# Best tractor out there???



## GrunterHunter (Nov 29, 2006)

Going out with my father and look at tractors.  Everyone around here is John Deere  crazy..However I kind like the 770 or 990 (same tractor just different hp and a cylinder).  Been wanting a kubota M series or a 30/30.  What do you think???  Used for light harrowing, and mowing.  In other words making food plots.


----------



## creekrunner (Nov 29, 2006)

Have had a TC29 New Holland for 7 years that I use to bushhog and put plots in with, so far been a good one


----------



## DCarter001 (Nov 29, 2006)

I too love John Dreere tractors, but I would say bang to buck ratio, go with the Kubota.  A friend of mine owns Fords, JD's, and one Kubota.  He's had nothing but good things to say about the Kubota and plans to upgrade to another one soon.


----------



## Nicodemus (Nov 29, 2006)

I see a Kubota in my future. I`m fast gettin` tired of walkin` behind a tiller.


----------



## contender* (Nov 29, 2006)

Big orange Kubota!


----------



## WishboneW (Nov 29, 2006)

I bought a 135 Massey Ferguson Diesel from Mr Holt earlier this year.  Best operating motor on anything motorized I have ever owned.

It is a 68 model.

Mr Holt bought it used many years ago.

Highly recommended.


----------



## lake hartwell (Nov 29, 2006)

I have owned 3 Kubota's over the years and have a L2900 now. great tractors bullet proof.


----------



## GAGE (Nov 30, 2006)

I have had no problems out of my NH TC 40.


----------



## Branchminnow (Nov 30, 2006)

GrunterHunter said:


> Going out with my father and look at tractors.  Everyone around here is John Deere  crazy.. .

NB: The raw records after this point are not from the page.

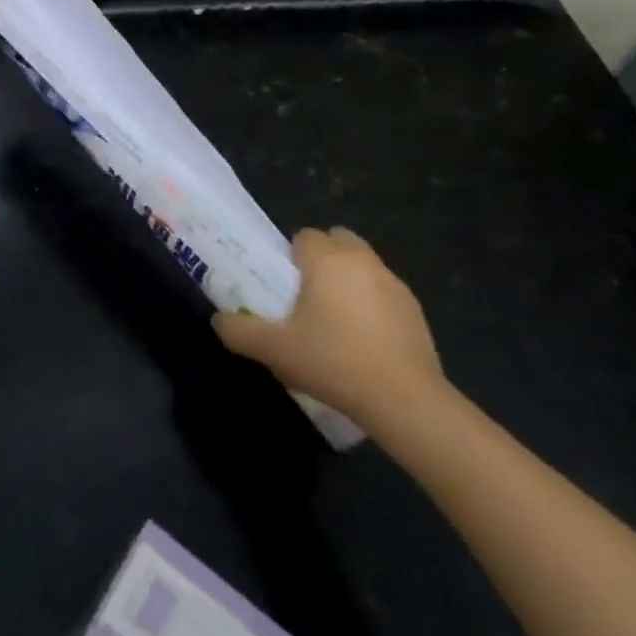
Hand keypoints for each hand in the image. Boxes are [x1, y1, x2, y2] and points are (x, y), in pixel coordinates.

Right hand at [212, 227, 441, 427]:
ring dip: (349, 280)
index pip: (305, 236)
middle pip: (338, 240)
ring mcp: (394, 284)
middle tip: (308, 294)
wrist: (403, 399)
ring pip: (364, 265)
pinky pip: (385, 293)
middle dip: (323, 258)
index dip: (291, 256)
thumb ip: (240, 330)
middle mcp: (362, 261)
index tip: (285, 285)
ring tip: (336, 320)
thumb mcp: (274, 349)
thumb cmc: (332, 360)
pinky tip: (364, 341)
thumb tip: (220, 320)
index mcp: (327, 260)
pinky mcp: (416, 311)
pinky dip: (373, 305)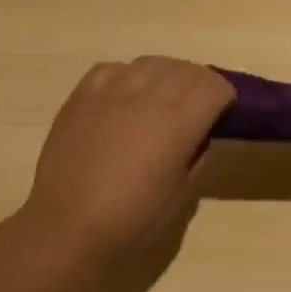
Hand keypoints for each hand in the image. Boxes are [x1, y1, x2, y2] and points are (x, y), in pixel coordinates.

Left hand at [22, 57, 234, 278]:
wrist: (66, 229)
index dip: (224, 98)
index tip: (223, 114)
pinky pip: (115, 68)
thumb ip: (197, 156)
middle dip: (200, 84)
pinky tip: (127, 97)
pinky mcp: (82, 94)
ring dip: (167, 76)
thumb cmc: (130, 222)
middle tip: (199, 108)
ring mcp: (110, 90)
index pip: (214, 86)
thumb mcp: (181, 197)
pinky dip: (130, 76)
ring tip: (164, 98)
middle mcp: (146, 96)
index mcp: (176, 123)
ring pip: (151, 62)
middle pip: (186, 69)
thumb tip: (200, 134)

Aint nuthin in my barn but green and yellow too...............


Cant go wrong with a JD, if you ever sell it you can always get most of your money back.


----------



## Eroc33 (Nov 30, 2006)

first-kubota

second- New Holland

Last- New model Agco/ Massey Fergson

We had a agco that was junk nothing on it was tough agco owns massey fergson so i assume there new ones are the same. wehave an old massey fergeson 135 that hasbeen great


----------



## Calcium (Dec 1, 2006)

*Always heard....*

If you want to look good sitting on a tractor, buy a John Deere.  If you want to get some work done, buy a Massey Ferguson.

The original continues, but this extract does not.